Catalog is the bridge

Next day after the event, I dove into the idea that the query engine should be automatically selected based on the query itself. Having some scars from hefty BigQuery bills, I built a SQL executor that switched between DuckDB and BigQuery. The challenge though was that I couldn’t use the same query with both engines due to the lack of shared catalog support.

Fast forward a year, and we now have Unity Catalog support for DuckDB and Polars — yes, the same catalog well supported by distributed engines like Spark and platforms like Databricks. Since we only care about read-only access, I think we can go pretty far with this.

I quickly threw together a prototype — let’s see it in action:

1) Launch the Unity catalog:

$ git clone https://github.com/unitycatalog/unitycatalog.git unity-catalog 
$ cd unity-catalog
$ bin/start-uc-server

should start it at :8080.

2) Load a decent chunk Clickbench data into UC:

spark.read.parquet("data/hits.parquet") \
    .limit(5_000_000) \
    .write \
    .format("delta") \
    .option("overwriteSchema", "true") \
    .mode("overwrite") \
    .option('path', '<abs_path>/hits_delta') \
    .saveAsTable("default.hits")

that’s all it takes to expose a Unity Catalog table backed by a Delta table (files) to other query engines!

3) Pull-in frugal-engine:

$ pip install git+https://github.com/astronautas/frugal-engine

4) Set-up the executor:

import logging
from frugal_engine.main import setup

logging.basicConfig(level=logging.INFO)
setup()

This sets up the hybrid engine with a single-node executor and a cluster executor as a fallback.

Now, let’s run a few experiments 🧪. We’ll try a simple select first:

# %%sequel deliberately, not to interfere with %%sql
%%sequel 
SELECT * 
FROM unity.default.hits LIMIT 10

You should see in the logs that it picked a single node executor since the data size is relatively small:

INFO:frugal_engine.main:single_node_executor has been chosen, because the top source count is less than or equal to the threshold: 6000000
INFO:frugal_engine.main:Executing query in single_node_executor: SELECT * 
FROM unity.default.hits LIMIT 10

Let’s assume our machine is tiny and lower the threshold for single-node workflows:

from frugal_engine.main import setup
setup(threshold=100_000)

%%sequel 
SELECT * 
FROM unity.default.hits LIMIT 10

INFO:frugal_engine.main:Executing query in cluster_executor: SELECT * 
FROM unity.default.hits LIMIT 10

From the logs, we see it falls back to a cluster engine since it “thinks” a single machine won’t process that many rows in a reasonable time. It should also fall back if the single-node executor reaches its memory limits—or even proactively, using ML to forecast that it won’t finish in a reasonable time.

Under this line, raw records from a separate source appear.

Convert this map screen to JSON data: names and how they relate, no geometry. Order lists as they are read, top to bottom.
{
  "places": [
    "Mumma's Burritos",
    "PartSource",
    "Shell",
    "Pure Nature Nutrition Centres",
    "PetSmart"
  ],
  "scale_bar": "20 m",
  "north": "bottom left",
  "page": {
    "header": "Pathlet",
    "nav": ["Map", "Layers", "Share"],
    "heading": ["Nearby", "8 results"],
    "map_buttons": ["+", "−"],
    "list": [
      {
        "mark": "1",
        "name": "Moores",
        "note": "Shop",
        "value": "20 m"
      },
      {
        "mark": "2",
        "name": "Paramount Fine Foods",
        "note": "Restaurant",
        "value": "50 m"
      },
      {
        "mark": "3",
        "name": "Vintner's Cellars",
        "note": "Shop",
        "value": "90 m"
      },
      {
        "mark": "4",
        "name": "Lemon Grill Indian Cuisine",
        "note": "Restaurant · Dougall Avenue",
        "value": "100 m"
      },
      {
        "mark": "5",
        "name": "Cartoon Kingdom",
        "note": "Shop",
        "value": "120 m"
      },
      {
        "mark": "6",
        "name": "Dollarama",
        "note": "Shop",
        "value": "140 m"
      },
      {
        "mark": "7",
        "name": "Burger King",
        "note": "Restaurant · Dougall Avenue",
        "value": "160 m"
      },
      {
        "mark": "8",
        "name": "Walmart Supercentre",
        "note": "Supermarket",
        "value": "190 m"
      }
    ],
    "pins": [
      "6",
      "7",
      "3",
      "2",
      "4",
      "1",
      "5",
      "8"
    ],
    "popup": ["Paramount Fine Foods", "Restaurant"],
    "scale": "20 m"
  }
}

Identical SQL, totally different engines! Convenient-ish to use - check. What about the promise of improved performance / reduced costs?

Quantifying the cost savings

We can’t draw firm conclusions on costs yet, as proper testing with a Spark cluster, Delta access from S3, load full Clickbench dataset - it’s a complex evaluation. I’ll tackle this in the next chapter.

With usability and (some) cost aspects explored, let’s examine what makes the package tick.

DuckDB UC - not quite there yet

I initially tried to use DuckDB for the single-node executor, but… it didn’t go well.

I was so hyped by many talks about how DuckDB should at least have read-only support for Unity Catalog. It works fine for pre-loaded OSS UC tables:

import duckdb
import logging

duckdb.sql("""
	install uc_catalog from core_nightly;
	load uc_catalog;
	install delta;
	load delta;
""")

duckdb.sql(f"""
CREATE SECRET (
	TYPE UC,
	TOKEN 'not-used',
	ENDPOINT 'http://127.0.0.1:8080',
	AWS_REGION 'us-east-2'
);
""")

duckdb.sql("ATTACH 'unity' AS unity (TYPE UC_CATALOG);")


logging.basicConfig(level=logging.DEBUG)
duckdb.sql(f"select * from unity.default.marksheet limit 10;")

But as soon as you commit something to UC via another engine, like Spark, DuckDB halts:

IOException Traceback (most recent call last) Cell In[4], line 4 1 import logging 3 logging.basicConfig(level=logging.DEBUG) ----> 4 duckdb.sql(f"select * from unity.default.hits_2 limit 10;") 

IOException: IO Error: Invalid field found while parsing field: type_precision

CatalogException Traceback (most recent call last) Cell In[5], line 4 1 import logging 3 logging.basicConfig(level=logging.DEBUG) ----> 4 duckdb.sql(f"select * from unity.default.hits_2 limit 10;") 

CatalogException: Catalog Error: Table with name hits_2 does not exist! Did you mean "information_schema.views"?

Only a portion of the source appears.